(INFORMATION SUPPLIED Opens)
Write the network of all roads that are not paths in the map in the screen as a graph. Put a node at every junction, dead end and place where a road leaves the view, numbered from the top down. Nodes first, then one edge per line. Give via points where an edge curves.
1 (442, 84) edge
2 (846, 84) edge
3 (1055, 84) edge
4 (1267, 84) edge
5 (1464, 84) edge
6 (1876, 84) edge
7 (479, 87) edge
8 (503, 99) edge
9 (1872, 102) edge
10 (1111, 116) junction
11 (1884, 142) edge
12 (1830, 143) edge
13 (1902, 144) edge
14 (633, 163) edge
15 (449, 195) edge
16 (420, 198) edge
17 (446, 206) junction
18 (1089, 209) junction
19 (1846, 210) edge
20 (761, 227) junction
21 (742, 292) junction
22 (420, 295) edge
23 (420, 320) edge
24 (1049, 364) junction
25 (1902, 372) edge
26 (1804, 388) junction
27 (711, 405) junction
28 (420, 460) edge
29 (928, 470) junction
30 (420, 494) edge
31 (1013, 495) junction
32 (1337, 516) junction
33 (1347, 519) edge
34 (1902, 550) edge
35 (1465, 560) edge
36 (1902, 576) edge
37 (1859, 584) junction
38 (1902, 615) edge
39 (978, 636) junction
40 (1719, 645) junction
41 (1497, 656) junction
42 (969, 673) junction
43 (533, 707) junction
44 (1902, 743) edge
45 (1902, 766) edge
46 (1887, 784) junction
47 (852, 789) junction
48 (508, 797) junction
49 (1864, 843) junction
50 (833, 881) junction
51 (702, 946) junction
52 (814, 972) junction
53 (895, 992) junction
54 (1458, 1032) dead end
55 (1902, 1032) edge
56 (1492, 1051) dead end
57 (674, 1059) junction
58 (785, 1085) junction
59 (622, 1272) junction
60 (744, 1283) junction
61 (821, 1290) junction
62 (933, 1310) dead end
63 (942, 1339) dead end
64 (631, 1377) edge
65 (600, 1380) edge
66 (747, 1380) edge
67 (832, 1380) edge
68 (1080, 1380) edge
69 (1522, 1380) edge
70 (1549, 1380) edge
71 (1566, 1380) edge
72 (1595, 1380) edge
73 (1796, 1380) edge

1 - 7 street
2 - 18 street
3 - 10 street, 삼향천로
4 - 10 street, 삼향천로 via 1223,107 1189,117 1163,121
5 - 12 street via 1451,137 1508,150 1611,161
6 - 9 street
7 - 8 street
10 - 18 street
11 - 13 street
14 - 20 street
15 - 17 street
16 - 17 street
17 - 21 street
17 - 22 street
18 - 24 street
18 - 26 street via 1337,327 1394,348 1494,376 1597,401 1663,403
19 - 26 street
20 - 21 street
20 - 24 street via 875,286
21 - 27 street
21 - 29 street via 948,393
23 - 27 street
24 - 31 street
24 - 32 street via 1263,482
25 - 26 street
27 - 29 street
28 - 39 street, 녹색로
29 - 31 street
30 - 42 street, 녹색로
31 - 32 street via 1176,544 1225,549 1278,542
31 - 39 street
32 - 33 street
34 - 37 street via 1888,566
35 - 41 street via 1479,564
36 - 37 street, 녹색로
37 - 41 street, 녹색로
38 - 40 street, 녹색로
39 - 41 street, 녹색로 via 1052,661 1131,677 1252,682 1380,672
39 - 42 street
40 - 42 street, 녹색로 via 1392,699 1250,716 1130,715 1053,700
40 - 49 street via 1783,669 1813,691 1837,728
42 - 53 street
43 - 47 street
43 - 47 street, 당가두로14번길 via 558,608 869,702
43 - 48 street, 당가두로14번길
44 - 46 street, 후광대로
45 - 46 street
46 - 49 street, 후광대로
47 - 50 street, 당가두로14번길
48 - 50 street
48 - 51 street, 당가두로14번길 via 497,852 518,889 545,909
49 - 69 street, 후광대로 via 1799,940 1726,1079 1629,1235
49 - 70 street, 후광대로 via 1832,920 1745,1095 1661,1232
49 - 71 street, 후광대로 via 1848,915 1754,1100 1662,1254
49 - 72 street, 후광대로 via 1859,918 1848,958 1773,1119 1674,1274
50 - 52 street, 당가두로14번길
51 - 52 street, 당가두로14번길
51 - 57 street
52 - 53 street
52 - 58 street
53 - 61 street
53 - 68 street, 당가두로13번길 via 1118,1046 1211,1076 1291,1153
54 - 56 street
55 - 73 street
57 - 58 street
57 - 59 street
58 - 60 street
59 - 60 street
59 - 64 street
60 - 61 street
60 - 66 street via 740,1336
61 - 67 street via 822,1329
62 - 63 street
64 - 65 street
(INFORMATION SUPPLIED Closes)
When a line above contains the string "후광대로", copy that line.

● **WRITTEN SOLUTION**:
44 - 46 street, 후광대로
46 - 49 street, 후광대로
49 - 69 street, 후광대로 via 1799,940 1726,1079 1629,1235
49 - 70 street, 후광대로 via 1832,920 1745,1095 1661,1232
49 - 71 street, 후광대로 via 1848,915 1754,1100 1662,1254
49 - 72 street, 후광대로 via 1859,918 1848,958 1773,1119 1674,1274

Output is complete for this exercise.